“Spy of the First Person” is a work of fiction about a man looking back on his life as he undergoes treatment for a medical condition that renders him dependent on the loved ones who are caring for him, Knopf said.
The book will be published on December 5.
Shepard finished the book shortly before he died of complications from amyotrophic lateral sclerosis, or Lou Gehrig’s disease, on July 27. He was 73.
No longer able to use a typewriter, Knopf said Shepard began work on the novel in 2016 and wrote the first drafts by hand.
When writing became impossible, he used a tape recorder to record sections of the book at home in Kentucky and Northern California, the publishing house said.
The recordings were transcribed by his sisters, Roxanne and Sandy, and his daughter, Hannah, who then printed the pages for him to read. His spoken edits were then incorporated back into the text, Knopf said.
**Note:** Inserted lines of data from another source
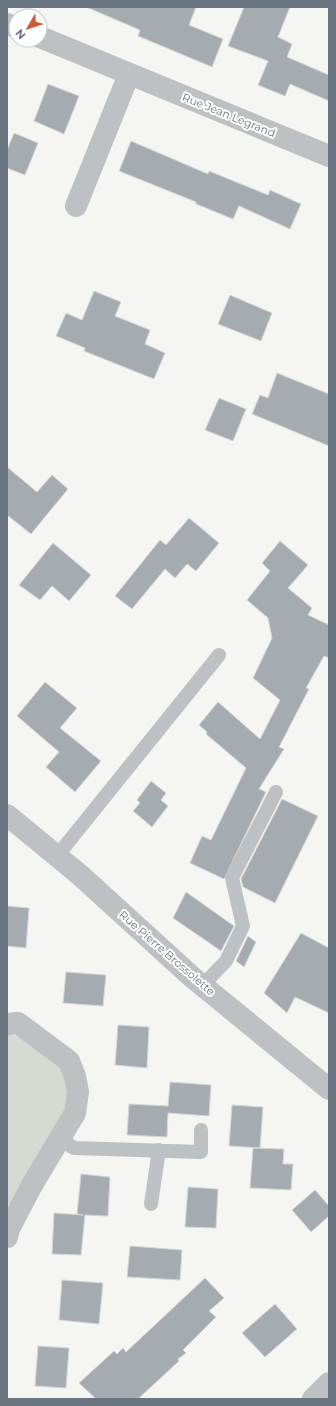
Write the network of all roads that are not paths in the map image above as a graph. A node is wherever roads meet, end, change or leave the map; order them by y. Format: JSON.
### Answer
{"nodes":[{"id":1,"x":48,"y":40,"type":"edge"},
{"id":2,"x":129,"y":74,"type":"junction"},
{"id":3,"x":329,"y":156,"type":"edge"},
{"id":4,"x":76,"y":206,"type":"dead end"},
{"id":5,"x":219,"y":655,"type":"dead end"},
{"id":6,"x":276,"y":792,"type":"dead end"},
{"id":7,"x":7,"y":815,"type":"edge"},
{"id":8,"x":57,"y":856,"type":"junction"},
{"id":9,"x":203,"y":985,"type":"junction"},
{"id":10,"x":7,"y":1024,"type":"edge"},
{"id":11,"x":329,"y":1089,"type":"edge"},
{"id":12,"x":201,"y":1130,"type":"dead end"},
{"id":13,"x":60,"y":1139,"type":"junction"},
{"id":14,"x":159,"y":1150,"type":"junction"},
{"id":15,"x":151,"y":1204,"type":"dead end"},
{"id":16,"x":7,"y":1237,"type":"edge"},
{"id":17,"x":329,"y":1384,"type":"edge"},
{"id":18,"x":313,"y":1399,"type":"edge"}],
"edges":[{"from":1,"to":2,"type":"street","name":"Rue Jean Legrand"},
{"from":2,"to":3,"type":"street","name":"Rue Jean Legrand"},
{"from":2,"to":4,"type":"street"},
{"from":5,"to":8,"type":"lane"},
{"from":6,"to":9,"type":"lane"},
{"from":7,"to":8,"type":"street","name":"Rue Pierre Brossolette"},
{"from":8,"to":9,"type":"street","name":"Rue Pierre Brossolette"},
{"from":9,"to":11,"type":"street","name":"Rue Pierre Brossolette"},
{"from":10,"to":13,"type":"street"},
{"from":12,"to":14,"type":"lane"},
{"from":13,"to":14,"type":"lane"},
{"from":13,"to":16,"type":"street"},
{"from":14,"to":15,"type":"lane"},
{"from":17,"to":18,"type":"street"}]}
When recording became too difficult, Shepard dictated the rest of the story. His friend Patti Smith worked with him during the final months of his life, to edit and arrange the pieces into a final manuscript.
Shepard read through the entire project with his daughter on July 20 and gave her his final edits, a week before he died.
“Vivid, haunting, and deeply moving, it is an unflinching expression of the vulnerabilities that make us human, and an unbound celebration of family and life,” said LuAnn Walther, Shepard’s longtime editor.
Shepard wrote more than 55 plays and won the Pulitzer Prize for Drama in 1979 for his work “Buried Child.”
He also appeared in more than 60 films and was nominated for an Academy Award in 1984 for best actor in a supporting role for “The Right Stuff.”